The use of adenovirus vectors for gene therapy has been limited by well-defined cellular and humoral immune responses. We have previously shown that adenovirus vectors rapidly induce the expression of the C-X-C chemokine, interferon-inducible protein 10 (IP-10), in vivo. Various first-generation, type 5 adenovirus vectors, including adCMVβgal and UV-psoralen-inactivated adenovirus, equally induced the expression of IP-10 mRNA as early as 3 h following infection in mouse renal epithelial cells (REC). Luciferase reporter experiments using deletional mutants of the murine IP-10 5′-flanking region revealed that transcriptional activation of the IP-10 promoter by adCMVβgal was dependent on the −161- to −96-bp region upstream of the transcription start site. In electrophoretic mobility shift assays, adCMVβgal, adCMV-GFP, FG140, and transcription-defective adenovirus induced protein binding to oligonucleotides containing a consensus sequence for NF-κB at position −113 of the IP-10 promoter.
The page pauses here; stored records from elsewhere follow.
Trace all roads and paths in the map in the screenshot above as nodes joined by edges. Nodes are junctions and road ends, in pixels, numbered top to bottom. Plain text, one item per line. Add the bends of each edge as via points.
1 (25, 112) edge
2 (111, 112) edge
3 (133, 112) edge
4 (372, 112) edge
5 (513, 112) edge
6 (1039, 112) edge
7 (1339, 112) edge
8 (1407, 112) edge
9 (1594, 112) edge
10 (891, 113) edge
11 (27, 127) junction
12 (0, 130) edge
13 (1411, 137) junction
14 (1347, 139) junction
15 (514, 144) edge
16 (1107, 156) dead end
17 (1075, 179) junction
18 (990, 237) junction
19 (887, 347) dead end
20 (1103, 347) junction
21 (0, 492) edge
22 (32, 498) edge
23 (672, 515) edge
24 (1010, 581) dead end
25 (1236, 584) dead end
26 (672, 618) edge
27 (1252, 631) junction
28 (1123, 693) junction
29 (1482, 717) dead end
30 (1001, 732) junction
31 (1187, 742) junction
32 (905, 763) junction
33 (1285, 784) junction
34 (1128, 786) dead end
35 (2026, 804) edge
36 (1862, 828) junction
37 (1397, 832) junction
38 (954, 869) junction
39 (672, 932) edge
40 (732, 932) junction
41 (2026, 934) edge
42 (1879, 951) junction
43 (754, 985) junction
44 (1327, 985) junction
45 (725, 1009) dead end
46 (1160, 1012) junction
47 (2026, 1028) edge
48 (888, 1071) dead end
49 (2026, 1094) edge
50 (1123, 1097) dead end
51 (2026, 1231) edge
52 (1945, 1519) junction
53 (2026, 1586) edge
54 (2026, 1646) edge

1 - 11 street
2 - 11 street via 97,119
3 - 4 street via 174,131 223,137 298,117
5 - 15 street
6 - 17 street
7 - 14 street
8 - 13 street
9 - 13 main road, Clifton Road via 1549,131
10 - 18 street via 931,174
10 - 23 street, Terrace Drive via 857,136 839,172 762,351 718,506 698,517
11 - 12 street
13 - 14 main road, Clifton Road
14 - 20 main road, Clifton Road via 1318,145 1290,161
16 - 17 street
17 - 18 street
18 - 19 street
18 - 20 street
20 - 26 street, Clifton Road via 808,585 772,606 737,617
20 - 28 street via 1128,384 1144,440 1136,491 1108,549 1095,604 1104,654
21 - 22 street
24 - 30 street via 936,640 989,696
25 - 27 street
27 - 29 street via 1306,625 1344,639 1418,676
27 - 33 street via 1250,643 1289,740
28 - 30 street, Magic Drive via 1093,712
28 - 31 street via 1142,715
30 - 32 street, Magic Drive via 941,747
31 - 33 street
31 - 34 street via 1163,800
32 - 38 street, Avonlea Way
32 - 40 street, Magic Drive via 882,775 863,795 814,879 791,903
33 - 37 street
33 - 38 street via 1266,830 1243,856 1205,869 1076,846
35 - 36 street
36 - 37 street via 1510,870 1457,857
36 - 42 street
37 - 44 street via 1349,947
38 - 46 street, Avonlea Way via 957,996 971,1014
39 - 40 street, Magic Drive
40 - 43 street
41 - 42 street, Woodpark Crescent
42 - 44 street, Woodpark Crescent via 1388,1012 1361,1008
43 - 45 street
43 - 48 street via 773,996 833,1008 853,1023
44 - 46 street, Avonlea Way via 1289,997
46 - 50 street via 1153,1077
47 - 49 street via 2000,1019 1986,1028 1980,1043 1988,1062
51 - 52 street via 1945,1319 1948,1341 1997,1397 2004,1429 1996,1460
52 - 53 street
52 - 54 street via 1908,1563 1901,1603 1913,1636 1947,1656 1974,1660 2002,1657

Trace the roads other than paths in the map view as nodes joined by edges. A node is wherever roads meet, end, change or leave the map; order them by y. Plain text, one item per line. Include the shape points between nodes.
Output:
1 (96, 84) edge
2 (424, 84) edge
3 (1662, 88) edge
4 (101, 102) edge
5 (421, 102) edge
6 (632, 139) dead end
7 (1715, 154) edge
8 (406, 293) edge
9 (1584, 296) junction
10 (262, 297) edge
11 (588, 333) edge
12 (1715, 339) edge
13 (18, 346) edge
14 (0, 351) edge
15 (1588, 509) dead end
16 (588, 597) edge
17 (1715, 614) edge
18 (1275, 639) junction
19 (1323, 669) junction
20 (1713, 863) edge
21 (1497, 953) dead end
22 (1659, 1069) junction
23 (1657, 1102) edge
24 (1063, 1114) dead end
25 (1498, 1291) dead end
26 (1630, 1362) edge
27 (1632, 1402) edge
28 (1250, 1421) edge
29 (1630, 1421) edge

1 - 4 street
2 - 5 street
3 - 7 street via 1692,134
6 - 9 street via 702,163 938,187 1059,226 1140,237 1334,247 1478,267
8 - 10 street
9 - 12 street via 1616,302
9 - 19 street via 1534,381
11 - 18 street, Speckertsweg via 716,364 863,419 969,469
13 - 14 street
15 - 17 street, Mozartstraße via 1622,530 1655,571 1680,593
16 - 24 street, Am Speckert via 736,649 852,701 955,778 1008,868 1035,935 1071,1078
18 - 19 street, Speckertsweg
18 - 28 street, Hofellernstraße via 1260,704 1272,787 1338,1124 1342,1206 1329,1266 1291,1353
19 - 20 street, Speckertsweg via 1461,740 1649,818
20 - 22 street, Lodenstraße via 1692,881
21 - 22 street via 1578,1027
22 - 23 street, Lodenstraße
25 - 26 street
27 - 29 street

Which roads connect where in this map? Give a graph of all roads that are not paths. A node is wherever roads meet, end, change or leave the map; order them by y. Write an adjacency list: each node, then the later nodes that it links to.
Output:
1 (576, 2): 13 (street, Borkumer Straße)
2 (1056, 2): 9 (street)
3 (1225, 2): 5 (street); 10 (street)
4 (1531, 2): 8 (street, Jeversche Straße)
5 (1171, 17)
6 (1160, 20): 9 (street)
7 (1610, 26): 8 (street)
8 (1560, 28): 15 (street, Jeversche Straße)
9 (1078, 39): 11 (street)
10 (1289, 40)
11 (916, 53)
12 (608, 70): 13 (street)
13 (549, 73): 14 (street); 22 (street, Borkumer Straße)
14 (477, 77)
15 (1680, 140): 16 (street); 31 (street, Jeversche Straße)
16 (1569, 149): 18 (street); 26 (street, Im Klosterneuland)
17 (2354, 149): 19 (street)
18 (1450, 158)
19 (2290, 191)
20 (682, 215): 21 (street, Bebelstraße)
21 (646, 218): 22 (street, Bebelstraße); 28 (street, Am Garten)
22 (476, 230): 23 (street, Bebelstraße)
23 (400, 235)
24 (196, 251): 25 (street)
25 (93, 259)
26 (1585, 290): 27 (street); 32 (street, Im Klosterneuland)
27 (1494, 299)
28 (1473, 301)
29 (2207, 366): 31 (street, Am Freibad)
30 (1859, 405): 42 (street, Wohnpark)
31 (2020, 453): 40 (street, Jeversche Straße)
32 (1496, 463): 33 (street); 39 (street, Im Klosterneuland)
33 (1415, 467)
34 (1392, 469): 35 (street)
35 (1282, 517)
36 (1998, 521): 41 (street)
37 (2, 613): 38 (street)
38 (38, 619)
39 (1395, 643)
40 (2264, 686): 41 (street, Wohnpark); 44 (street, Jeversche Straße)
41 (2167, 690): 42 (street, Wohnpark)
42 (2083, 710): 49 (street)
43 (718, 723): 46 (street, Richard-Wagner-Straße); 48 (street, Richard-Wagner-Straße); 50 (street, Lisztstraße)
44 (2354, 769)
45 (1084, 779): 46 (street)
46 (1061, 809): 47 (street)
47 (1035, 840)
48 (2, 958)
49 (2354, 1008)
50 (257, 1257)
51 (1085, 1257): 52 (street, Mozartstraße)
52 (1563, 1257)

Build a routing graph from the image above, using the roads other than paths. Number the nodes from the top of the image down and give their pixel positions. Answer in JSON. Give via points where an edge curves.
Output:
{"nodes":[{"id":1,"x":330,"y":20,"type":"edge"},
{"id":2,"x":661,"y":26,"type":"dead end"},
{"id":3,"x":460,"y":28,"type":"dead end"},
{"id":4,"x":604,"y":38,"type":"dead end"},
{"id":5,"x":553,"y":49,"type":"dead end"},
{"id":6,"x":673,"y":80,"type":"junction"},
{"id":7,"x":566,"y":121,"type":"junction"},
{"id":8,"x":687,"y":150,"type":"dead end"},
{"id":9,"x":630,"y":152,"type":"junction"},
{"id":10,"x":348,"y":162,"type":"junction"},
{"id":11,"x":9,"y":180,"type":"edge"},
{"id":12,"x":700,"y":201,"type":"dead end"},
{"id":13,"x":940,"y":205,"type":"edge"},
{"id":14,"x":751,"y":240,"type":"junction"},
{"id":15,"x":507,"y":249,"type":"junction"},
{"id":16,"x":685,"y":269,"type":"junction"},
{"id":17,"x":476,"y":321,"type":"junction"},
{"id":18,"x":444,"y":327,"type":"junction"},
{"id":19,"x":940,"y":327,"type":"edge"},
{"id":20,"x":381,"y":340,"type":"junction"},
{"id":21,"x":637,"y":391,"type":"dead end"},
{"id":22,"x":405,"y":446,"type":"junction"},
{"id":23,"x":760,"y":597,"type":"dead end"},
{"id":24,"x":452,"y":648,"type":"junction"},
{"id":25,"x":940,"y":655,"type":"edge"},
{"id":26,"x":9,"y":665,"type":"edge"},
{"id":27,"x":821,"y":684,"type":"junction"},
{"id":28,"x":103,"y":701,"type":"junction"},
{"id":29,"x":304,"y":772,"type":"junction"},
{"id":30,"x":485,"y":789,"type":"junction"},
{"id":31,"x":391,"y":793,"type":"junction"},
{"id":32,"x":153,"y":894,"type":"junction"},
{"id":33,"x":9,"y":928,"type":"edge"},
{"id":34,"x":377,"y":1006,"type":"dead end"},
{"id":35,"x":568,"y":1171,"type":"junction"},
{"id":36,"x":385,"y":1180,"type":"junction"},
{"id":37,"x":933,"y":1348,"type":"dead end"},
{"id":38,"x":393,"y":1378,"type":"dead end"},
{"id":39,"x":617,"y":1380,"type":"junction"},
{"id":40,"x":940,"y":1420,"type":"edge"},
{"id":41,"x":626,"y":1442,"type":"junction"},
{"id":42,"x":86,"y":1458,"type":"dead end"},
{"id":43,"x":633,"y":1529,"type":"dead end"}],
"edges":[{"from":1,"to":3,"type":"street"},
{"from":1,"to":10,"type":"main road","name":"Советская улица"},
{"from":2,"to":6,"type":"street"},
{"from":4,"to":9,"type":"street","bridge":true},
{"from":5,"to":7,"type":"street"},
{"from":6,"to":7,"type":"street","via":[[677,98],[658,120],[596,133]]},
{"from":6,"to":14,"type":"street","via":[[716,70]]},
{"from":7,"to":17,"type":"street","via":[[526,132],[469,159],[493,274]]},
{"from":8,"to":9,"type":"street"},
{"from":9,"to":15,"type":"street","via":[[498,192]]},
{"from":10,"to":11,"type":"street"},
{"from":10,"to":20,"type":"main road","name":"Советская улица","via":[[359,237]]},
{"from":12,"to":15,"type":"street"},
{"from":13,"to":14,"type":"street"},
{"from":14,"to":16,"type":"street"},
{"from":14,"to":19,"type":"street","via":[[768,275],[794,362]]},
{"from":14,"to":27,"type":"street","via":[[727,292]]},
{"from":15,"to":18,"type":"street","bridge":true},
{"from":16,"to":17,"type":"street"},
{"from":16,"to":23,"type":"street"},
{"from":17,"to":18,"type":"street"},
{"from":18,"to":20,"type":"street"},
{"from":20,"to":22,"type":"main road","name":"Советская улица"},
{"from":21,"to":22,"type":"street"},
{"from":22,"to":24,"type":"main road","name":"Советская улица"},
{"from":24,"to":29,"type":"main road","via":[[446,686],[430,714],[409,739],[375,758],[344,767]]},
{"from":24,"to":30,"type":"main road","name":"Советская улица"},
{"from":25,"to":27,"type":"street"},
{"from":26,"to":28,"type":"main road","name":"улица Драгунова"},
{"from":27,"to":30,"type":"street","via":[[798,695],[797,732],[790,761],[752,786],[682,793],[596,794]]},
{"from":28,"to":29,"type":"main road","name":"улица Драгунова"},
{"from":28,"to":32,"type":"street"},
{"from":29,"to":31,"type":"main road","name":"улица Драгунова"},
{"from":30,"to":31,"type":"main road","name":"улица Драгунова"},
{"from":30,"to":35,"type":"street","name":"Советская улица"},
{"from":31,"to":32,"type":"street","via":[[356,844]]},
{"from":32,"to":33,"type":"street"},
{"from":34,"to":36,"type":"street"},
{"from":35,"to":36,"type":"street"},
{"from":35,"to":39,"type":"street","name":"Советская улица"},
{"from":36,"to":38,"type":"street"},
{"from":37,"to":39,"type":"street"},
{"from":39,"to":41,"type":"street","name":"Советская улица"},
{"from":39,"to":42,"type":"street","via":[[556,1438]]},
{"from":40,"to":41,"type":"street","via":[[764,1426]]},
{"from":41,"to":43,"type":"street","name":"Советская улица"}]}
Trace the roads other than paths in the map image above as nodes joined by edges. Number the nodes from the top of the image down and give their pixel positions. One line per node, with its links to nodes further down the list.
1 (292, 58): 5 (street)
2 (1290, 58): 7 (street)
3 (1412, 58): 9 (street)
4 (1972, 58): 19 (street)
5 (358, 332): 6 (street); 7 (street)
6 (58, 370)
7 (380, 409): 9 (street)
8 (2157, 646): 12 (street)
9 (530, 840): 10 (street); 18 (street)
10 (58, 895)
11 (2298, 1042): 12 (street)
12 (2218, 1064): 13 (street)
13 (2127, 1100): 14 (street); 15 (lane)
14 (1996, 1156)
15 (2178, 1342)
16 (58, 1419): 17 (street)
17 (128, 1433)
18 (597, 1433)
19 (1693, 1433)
Supershift assays confirmed an increase in binding activity of NF-κB p65 but not p50 or cRel in REC cells infected with various replication-deficient adenoviruses. Coinfection of REC cells with adCMVβgal and an adenoviral vector expressing IκBα resulted in suppression of adCMVβgal-induced expression of IP-10 at 6 and 16 h, further strengthening the conclusion that adenovirus-induced activation of IP-10 is dependent on NF-κB. The induction of IP-10 appeared to be direct because infection with adenovirus vectors failed to induce the expression of the potent IP-10 stimulators, interferon gamma and tumor necrosis factor alpha. Together, these findings demonstrate that adenovirus vectors directly induce the expression of IP-10 through capsid dependent activation of NF-κB.